YOUR OBJECTIVE: Each record is to be copied exactly, with its pictures left behind.

DATASET:
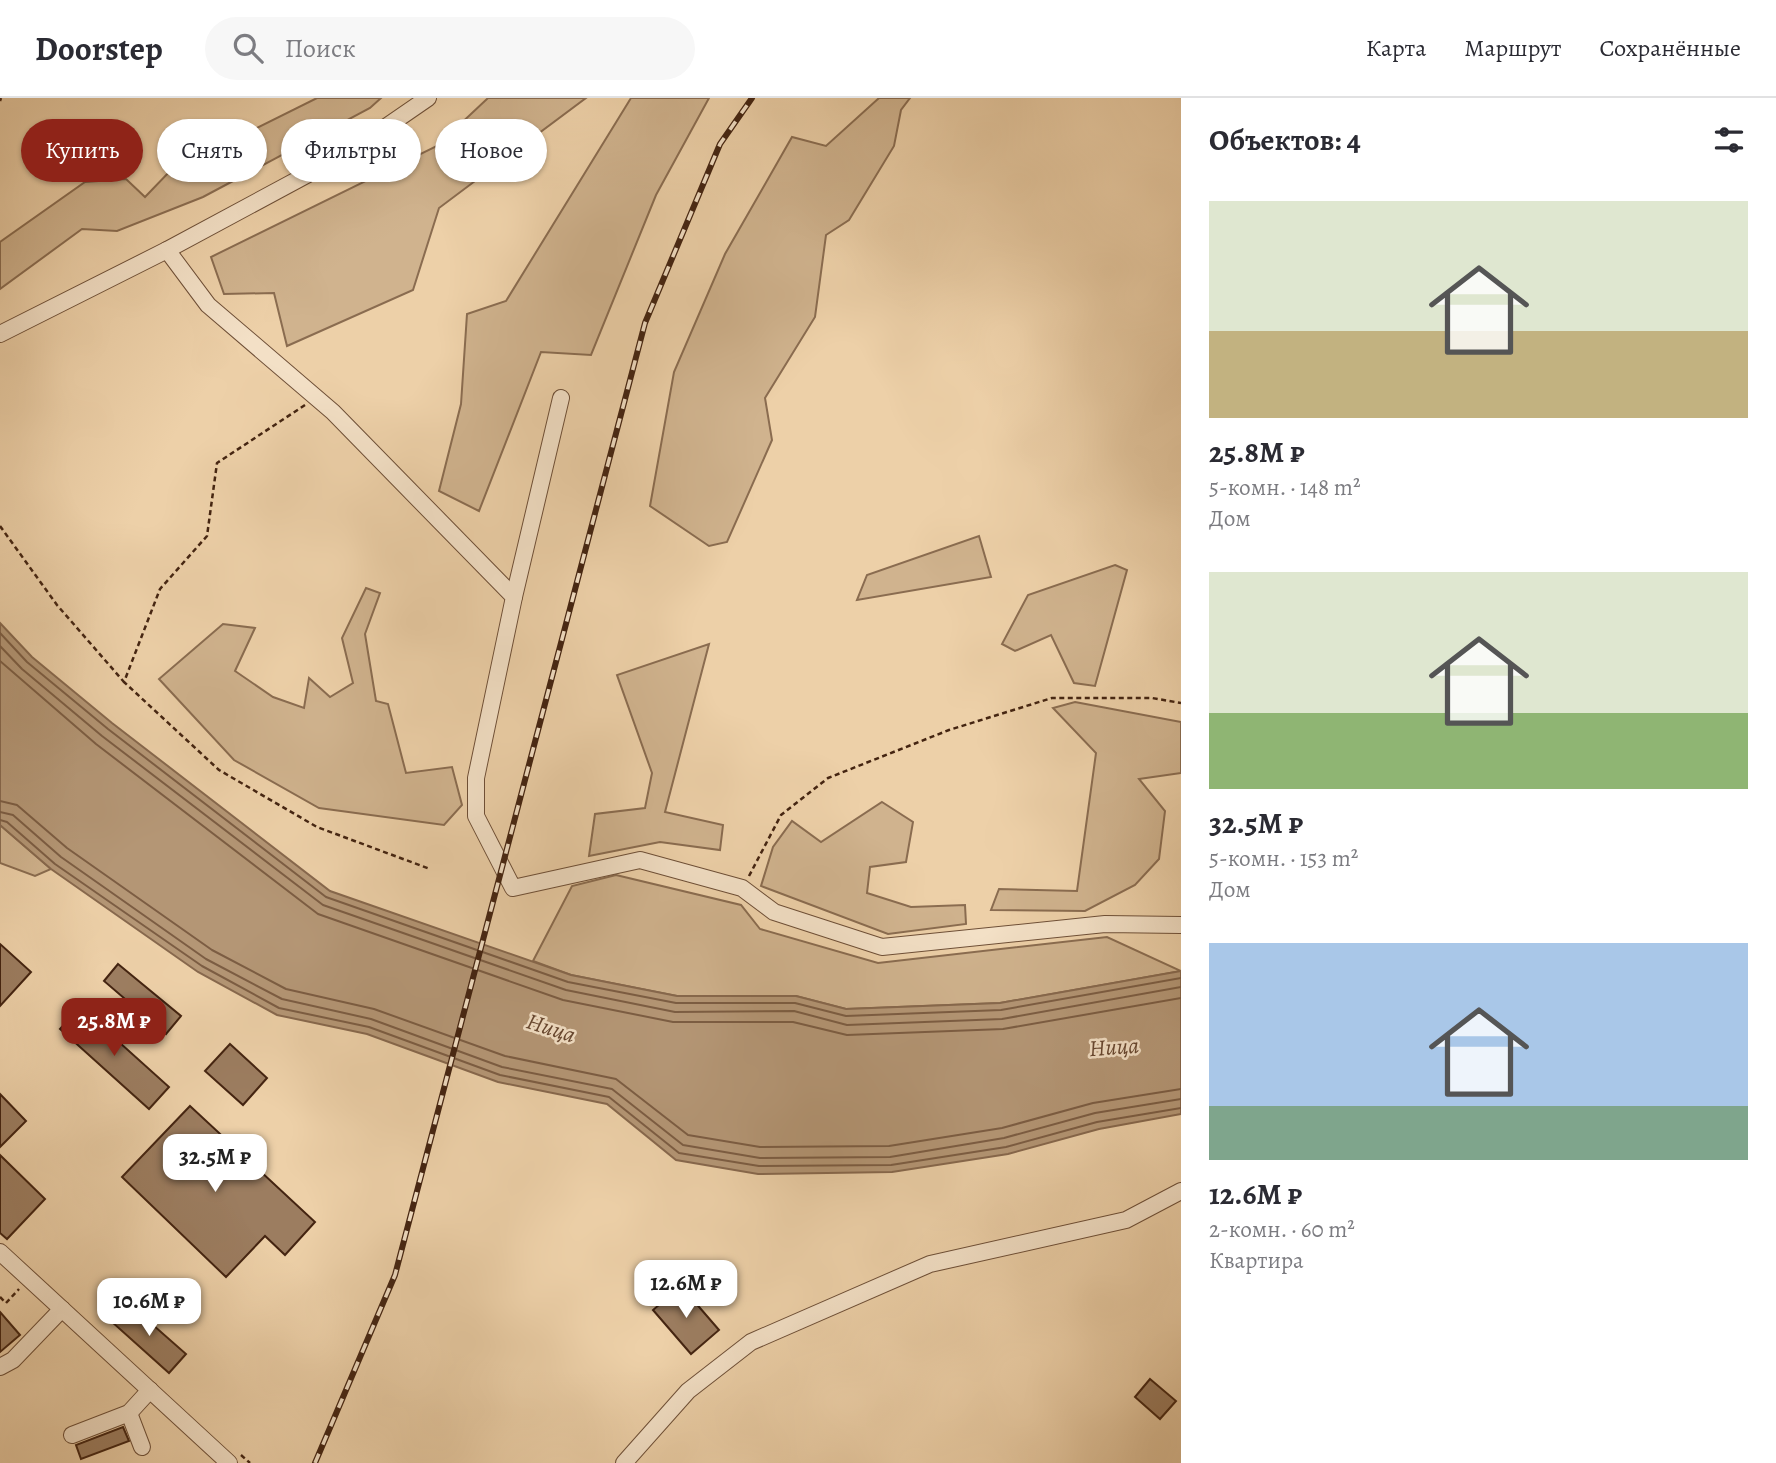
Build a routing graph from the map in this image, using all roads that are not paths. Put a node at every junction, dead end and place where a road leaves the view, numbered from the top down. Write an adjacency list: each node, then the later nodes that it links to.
1 (428, 98): 2 (street)
2 (167, 250): 3 (street); 5 (street)
3 (0, 334)
4 (561, 398): 5 (street)
5 (514, 597): 6 (street)
6 (1181, 925)
7 (1181, 1191): 16 (street)
8 (0, 1252): 9 (street)
9 (62, 1309): 10 (street); 11 (street)
10 (0, 1367)
11 (150, 1390): 12 (street); 15 (street)
12 (129, 1413): 13 (street); 14 (street)
13 (72, 1435)
14 (142, 1447)
15 (220, 1461)
16 (624, 1463)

SOLUTION FOR THIS TASK:
Build a routing graph from the map in this image, using all roads that are not paths. Put a node at every junction, dead end and place where a road leaves the view, numbered from the top down. Write an adjacency list: each node, then the later nodes that it links to.
1 (428, 98): 2 (street)
2 (167, 250): 3 (street); 5 (street)
3 (0, 334)
4 (561, 398): 5 (street)
5 (514, 597): 6 (street)
6 (1181, 925)
7 (1181, 1191): 16 (street)
8 (0, 1252): 9 (street)
9 (62, 1309): 10 (street); 11 (street)
10 (0, 1367)
11 (150, 1390): 12 (street); 15 (street)
12 (129, 1413): 13 (street); 14 (street)
13 (72, 1435)
14 (142, 1447)
15 (220, 1461)
16 (624, 1463)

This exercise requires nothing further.